Do scen jak z filmu sensacyjnego doszło dziś w Limassol, największym cypryjskim mieście, a dokładniej w dzielnicy Sfalangiotissa. Przed godziną 10:00 doszło tam do zamordowania Stavrosa Demosthenousa, prezesa Karmiotissy FC. Samochód, którym poruszał się prezes 2-ligowego klubu został zatrzymany przez furgonetkę i w tym samym momencie do pojazdu zbliżył się motocykl, z którego oddano strzały do Demosthenousa, który zmarł w drodze do szpitala. Wszystko działo się niedaleko domu biznesmena i działacza piłkarskiego.

Policja od razu podjęła czynności mające na celu wyjaśnienia sprawy i ujęcia sprawców. Odnaleziono już furgonetkę, która miała zablokować samochód prezesa Karmiotissy. Prowadzona jest też obława na sprawców, zarządzono blokady dróg. Choć trudno teraz wskazać jakikolwiek prawdopodobny powód tego morderstwa, to skojarzenia z gangsterskimi porachunkami nasuwają się same. Demosthenous był określany wręcz „cypryjskim Alem Capone” i był oskarżany o pranie pieniędzy we współpracy z Rosjanami.

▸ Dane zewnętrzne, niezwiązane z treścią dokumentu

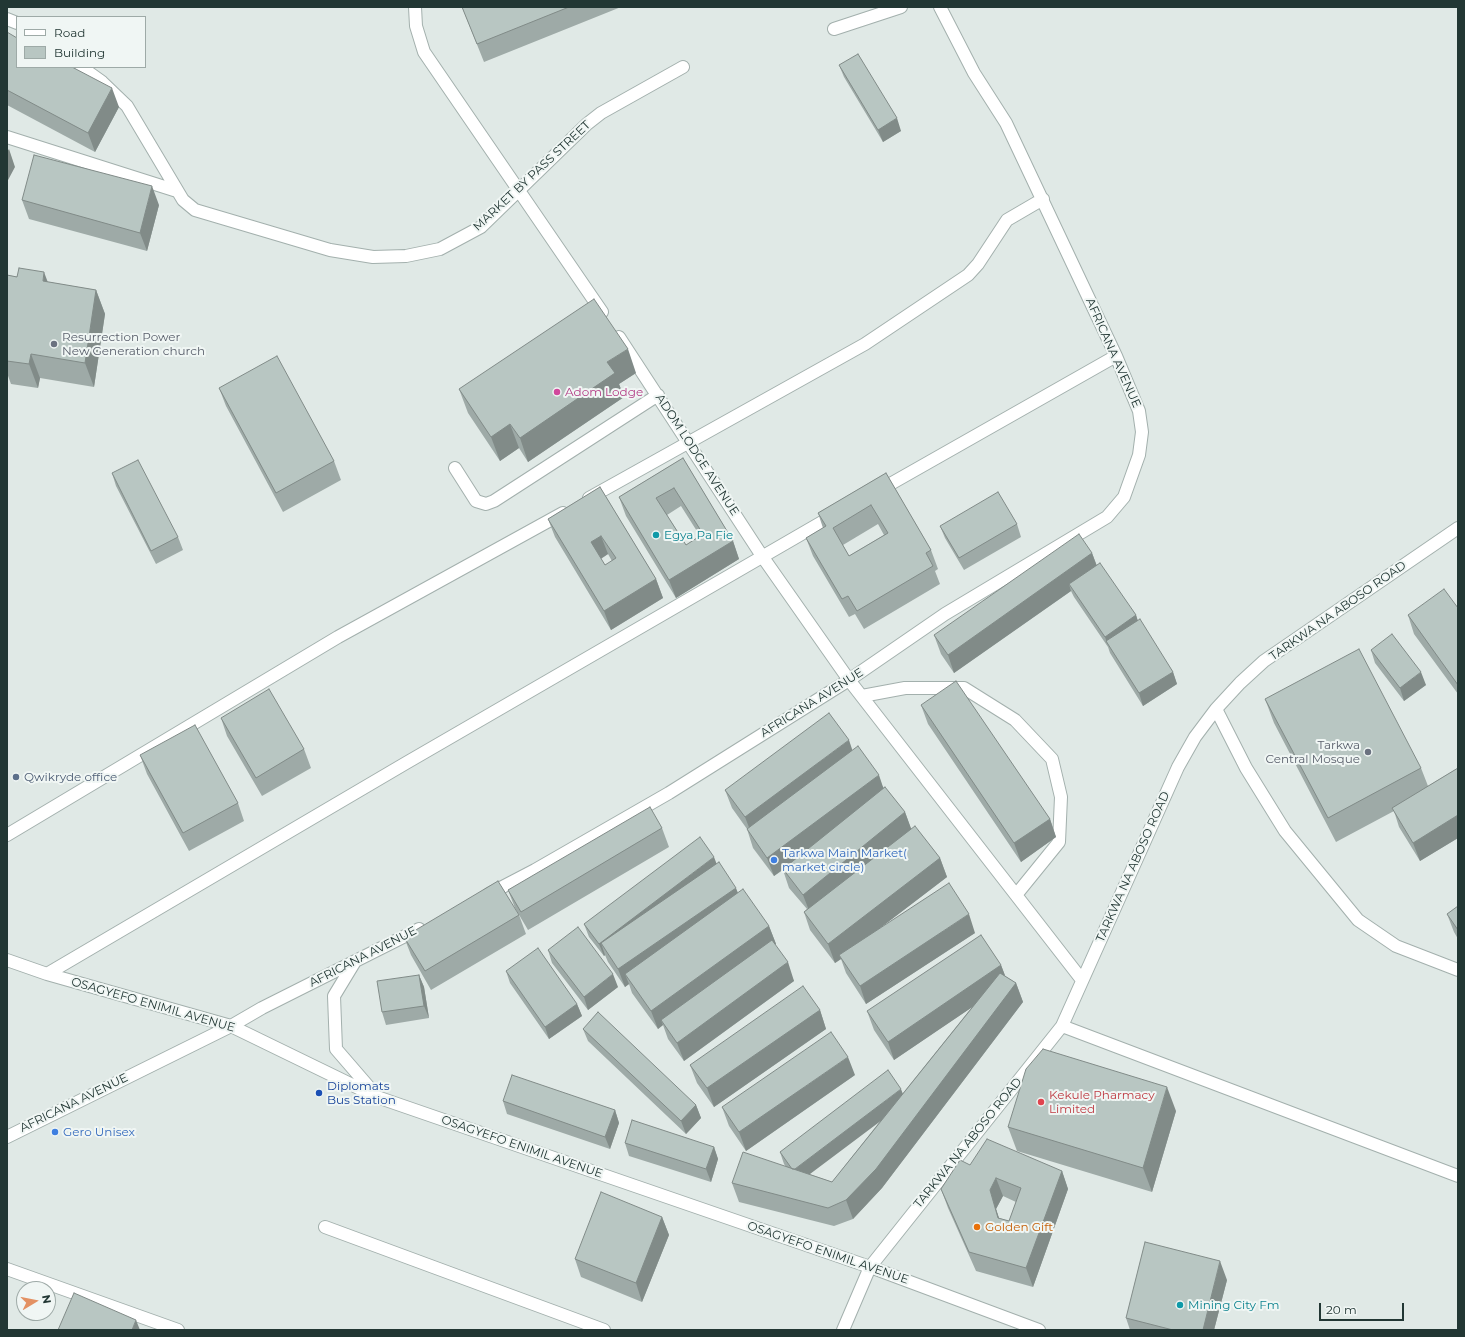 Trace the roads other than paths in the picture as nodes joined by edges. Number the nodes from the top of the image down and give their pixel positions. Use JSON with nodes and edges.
{"nodes":[{"id":1,"x":415,"y":7,"type":"edge"},
{"id":2,"x":901,"y":7,"type":"edge"},
{"id":3,"x":940,"y":7,"type":"edge"},
{"id":4,"x":834,"y":29,"type":"dead end"},
{"id":5,"x":683,"y":67,"type":"dead end"},
{"id":6,"x":82,"y":68,"type":"edge"},
{"id":7,"x":7,"y":137,"type":"edge"},
{"id":8,"x":519,"y":190,"type":"junction"},
{"id":9,"x":177,"y":191,"type":"junction"},
{"id":10,"x":1043,"y":199,"type":"junction"},
{"id":11,"x":1116,"y":356,"type":"junction"},
{"id":12,"x":658,"y":395,"type":"junction"},
{"id":13,"x":690,"y":442,"type":"junction"},
{"id":14,"x":454,"y":468,"type":"dead end"},
{"id":15,"x":866,"y":497,"type":"edge"},
{"id":16,"x":846,"y":509,"type":"edge"},
{"id":17,"x":1458,"y":528,"type":"edge"},
{"id":18,"x":762,"y":556,"type":"junction"},
{"id":19,"x":849,"y":680,"type":"junction"},
{"id":20,"x":862,"y":696,"type":"junction"},
{"id":21,"x":1216,"y":709,"type":"junction"},
{"id":22,"x":7,"y":836,"type":"edge"},
{"id":23,"x":1016,"y":895,"type":"junction"},
{"id":24,"x":480,"y":898,"type":"edge"},
{"id":25,"x":431,"y":923,"type":"edge"},
{"id":26,"x":7,"y":960,"type":"edge"},
{"id":27,"x":354,"y":963,"type":"junction"},
{"id":28,"x":1458,"y":970,"type":"edge"},
{"id":29,"x":47,"y":974,"type":"junction"},
{"id":30,"x":1082,"y":980,"type":"junction"},
{"id":31,"x":231,"y":1026,"type":"junction"},
{"id":32,"x":1062,"y":1026,"type":"junction"},
{"id":33,"x":377,"y":1097,"type":"junction"},
{"id":34,"x":7,"y":1137,"type":"edge"},
{"id":35,"x":1458,"y":1176,"type":"edge"},
{"id":36,"x":325,"y":1227,"type":"dead end"},
{"id":37,"x":870,"y":1267,"type":"junction"},
{"id":38,"x":7,"y":1269,"type":"edge"},
{"id":39,"x":178,"y":1330,"type":"edge"},
{"id":40,"x":604,"y":1330,"type":"edge"},
{"id":41,"x":843,"y":1330,"type":"edge"},
{"id":42,"x":1039,"y":1330,"type":"edge"}],
"edges":[{"from":1,"to":8,"type":"street","name":"ADOM LODGE AVENUE"},
{"from":2,"to":4,"type":"street"},
{"from":3,"to":10,"type":"street","name":"AFRICANA AVENUE"},
{"from":5,"to":8,"type":"street","name":"MARKET BY PASS STREET"},
{"from":6,"to":9,"type":"street","name":"MARKET BY PASS STREET"},
{"from":7,"to":9,"type":"street"},
{"from":8,"to":9,"type":"street","name":"MARKET BY PASS STREET"},
{"from":8,"to":12,"type":"street","name":"ADOM LODGE AVENUE"},
{"from":10,"to":11,"type":"street","name":"AFRICANA AVENUE"},
{"from":10,"to":13,"type":"street"},
{"from":11,"to":15,"type":"street"},
{"from":11,"to":19,"type":"street","name":"AFRICANA AVENUE"},
{"from":12,"to":13,"type":"street","name":"ADOM LODGE AVENUE"},
{"from":12,"to":14,"type":"street"},
{"from":13,"to":18,"type":"street","name":"ADOM LODGE AVENUE"},
{"from":13,"to":22,"type":"street"},
{"from":16,"to":18,"type":"street"},
{"from":17,"to":21,"type":"street","name":"TARKWA NA ABOSO ROAD"},
{"from":18,"to":19,"type":"street","name":"ADOM LODGE AVENUE"},
{"from":18,"to":29,"type":"street"},
{"from":19,"to":20,"type":"street","name":"ADOM LODGE AVENUE"},
{"from":19,"to":24,"type":"street","name":"AFRICANA AVENUE"},
{"from":20,"to":23,"type":"street","name":"ADOM LODGE AVENUE"},
{"from":20,"to":23,"type":"street"},
{"from":21,"to":28,"type":"street"},
{"from":21,"to":30,"type":"street","name":"TARKWA NA ABOSO ROAD"},
{"from":23,"to":30,"type":"street","name":"ADOM LODGE AVENUE"},
{"from":25,"to":27,"type":"street","name":"AFRICANA AVENUE"},
{"from":26,"to":29,"type":"street","name":"OSAGYEFO ENIMIL AVENUE"},
{"from":27,"to":31,"type":"street","name":"AFRICANA AVENUE"},
{"from":27,"to":33,"type":"street"},
{"from":29,"to":31,"type":"street","name":"OSAGYEFO ENIMIL AVENUE"},
{"from":30,"to":32,"type":"street","name":"TARKWA NA ABOSO ROAD"},
{"from":31,"to":33,"type":"street","name":"OSAGYEFO ENIMIL AVENUE"},
{"from":31,"to":34,"type":"street","name":"AFRICANA AVENUE"},
{"from":32,"to":35,"type":"street"},
{"from":32,"to":37,"type":"street","name":"TARKWA NA ABOSO ROAD"},
{"from":33,"to":37,"type":"street","name":"OSAGYEFO ENIMIL AVENUE"},
{"from":36,"to":40,"type":"street"},
{"from":37,"to":41,"type":"street","name":"TARKWA NA ABOSO ROAD"},
{"from":37,"to":42,"type":"street","name":"OSAGYEFO ENIMIL AVENUE"},
{"from":38,"to":39,"type":"street"}]}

Jeśli chodzi o jego jawną działalność, to Stavros Demosthenous był biznesmenem, właścicielem firmy DEMOCARS, specjalizującej się w sprzedaży używanych luksusowych samochodów. W przeszłości był prezesem Arisu Limassol i miał nawet startować na prezesa Cypryjskiego Związku Piłki Nożnej, ale ostatecznie z tego zrezygnował. Prowadzony przez niego klub, Karmiotissa FC, w poprzednim sezonie występowała na najwyższym poziomie rozgrywkowym, ale spadła do 2. ligi. Obecnie po 4 kolejkach ma 9 punktów i zajmuje 4. miejsce w tabeli. Najbliższe mecze tego klubu zostały przełożone w związku ze śmiercią jego prezesa. – Dla nas wszystkich dzień się zatrzymał. Nie publikujemy czarno-białych zdjęć, bo to nie przystoi. Na zawsze w naszych myślach i sercach, a jego słowa i sposób myślenia będą nas prowadzić. Dziękujemy za wszystko, Prezydencie – napisano w oświadczeniu klubu po śmierci Stavrosa Demosthenousa.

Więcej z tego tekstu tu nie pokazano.